Komentar yang biasa dimuat di halaman sampul belakang tersebut dikenal dengan sebutan endorsement (dukungan; endorse: mengesahkan) atau blurp (entah apa artinya dalam bahasa Indonesia). Yang paling saya ingat, cetakan kedua novel Burung-burung Manyar (1981) karya YB Mangunwijaya menyertakan komentar Subagio Sastrowardoyo, Th Rahayu Prihatmi, Satyagraha Hoerip, dan entah siapa lagi.
Siapa pun mereka (pastilah semuanya bukan nama-nama sembarangan), komentar mereka yang dimuat di sampul belakang buku itu sebelumnya telah lebih dulu dimuat di media massa, surat kabar, atau majalah karena memang ditulis sebagai review atau tinjauan atas cetakan pertama. Subagio menulis resensi novel tersebut di surat kabar Kompas, Rahayu Prihatmi me-review di Sinar Harapan, dan begitu seterusnya.
Komentar mereka adalah sebagian dari tulisan kajian lebih panjang terhadap novel yang dalam perjalanan dan perkembangan sastra Indonesia mempunyai tempat khusus, fenomenal, lantaran merupakan salah satu ikon mengenai kembalinya tradisi subkultur dalam khazanah sastra nasional.
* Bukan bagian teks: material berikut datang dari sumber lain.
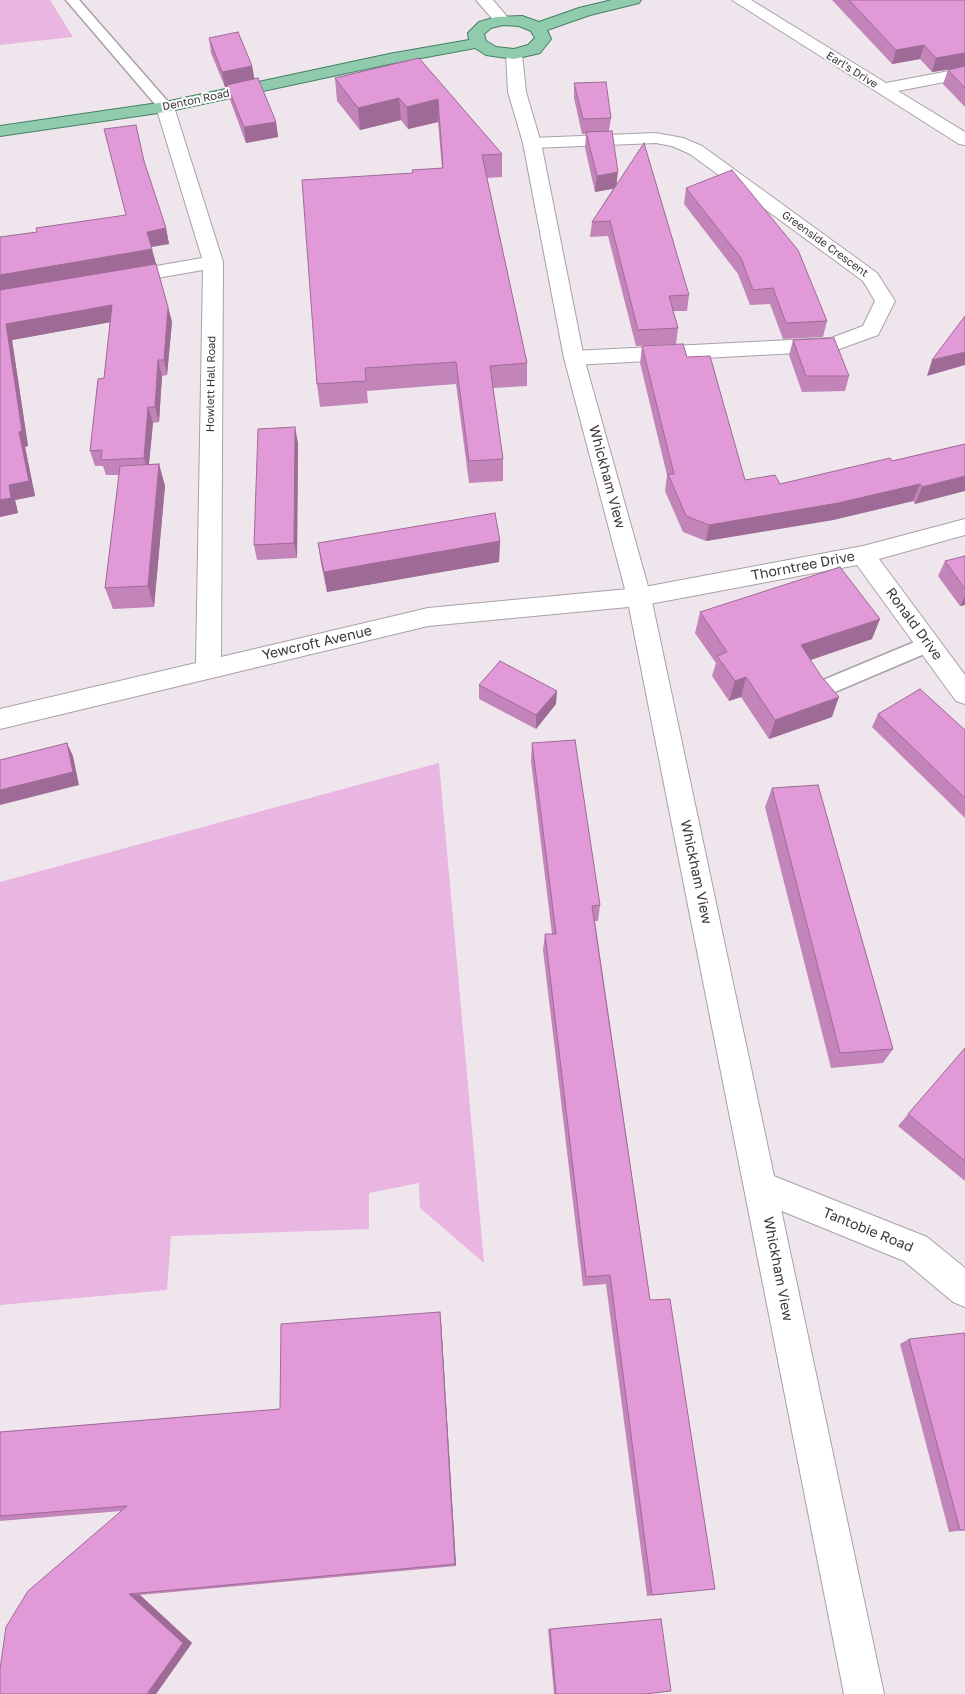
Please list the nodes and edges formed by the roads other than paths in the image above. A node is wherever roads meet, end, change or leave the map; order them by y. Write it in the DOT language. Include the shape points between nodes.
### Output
graph roads {
  1 [pos="72,0"];
  2 [pos="484,0"];
  3 [pos="633,0"];
  4 [pos="740,0"];
  5 [pos="502,20"];
  6 [pos="538,28"];
  7 [pos="478,43"];
  8 [pos="514,54"];
  9 [pos="965,73"];
  10 [pos="883,89"];
  11 [pos="165,107"];
  12 [pos="0,131"];
  13 [pos="965,140"];
  14 [pos="532,143"];
  15 [pos="213,262"];
  16 [pos="106,280"];
  17 [pos="574,358"];
  18 [pos="965,527"];
  19 [pos="863,555"];
  20 [pos="640,597"];
  21 [pos="929,644"];
  22 [pos="208,669"];
  23 [pos="823,689"];
  24 [pos="965,694"];
  25 [pos="0,719"];
  26 [pos="761,1187"];
  27 [pos="965,1290"];
  28 [pos="864,1694"];
  1 -- 11 [label="lane"];
  2 -- 5 [label="street"];
  3 -- 6 [label="main road" via="585,10"];
  4 -- 10 [label="street, Earl's Drive"];
  5 -- 6 [label="main road" via="522,21"];
  5 -- 7 [label="main road" via="485,25 476,33"];
  6 -- 8 [label="main road" via="543,39 534,49"];
  7 -- 8 [label="main road" via="492,51"];
  7 -- 11 [label="main road, Denton Road"];
  8 -- 14 [label="street, Whickham View" via="517,92"];
  9 -- 10 [label="street"];
  10 -- 13 [label="street, Earl's Drive"];
  11 -- 12 [label="main road, Denton Road"];
  11 -- 15 [label="street, Howlett Hall Road"];
  14 -- 17 [label="street, Whickham View"];
  14 -- 17 [label="street, Greenside Crescent" via="656,138 696,150 870,277 885,301 871,330 834,344"];
  15 -- 16 [label="street"];
  15 -- 22 [label="street, Howlett Hall Road"];
  17 -- 20 [label="street, Whickham View"];
  18 -- 19 [label="street, Thorntree Drive"];
  19 -- 20 [label="street, Thorntree Drive"];
  19 -- 21 [label="street, Ronald Drive"];
  20 -- 22 [label="street, Yewcroft Avenue" via="428,617"];
  20 -- 26 [label="street, Whickham View"];
  21 -- 23 [label="lane"];
  21 -- 24 [label="street, Ronald Drive"];
  22 -- 25 [label="street, Yewcroft Avenue"];
  26 -- 27 [label="street, Tantobie Road" via="915,1249"];
  26 -- 28 [label="street, Whickham View"];
}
Berbeda dibandingkan dengan novel Saman (1998) karya Ayu Utami. Sederet komentar, atau endorsement, sepertinya benar-benar diniatkan untuk kemasan buku ini. Ada komentar dari enam nama, yakni Sapardi Djoko Damono, Ignas Kleden, Faruk HT, Umar Kayam, YB Mangunwijaya, bahkan Pramoedya Ananta Toer. Beberapa di antara mereka (tiga disebut pertama) merupakan para juri sayembara menulis novel yang diselenggarakan Dewan Kesenian Jakarta, tempat Saman memenangi penilaian, toh komentar yang mereka sampaikan lebih ”pribadi”, sementara beberapa lainnya tak ada kait mengait dengan sayembara tersebut.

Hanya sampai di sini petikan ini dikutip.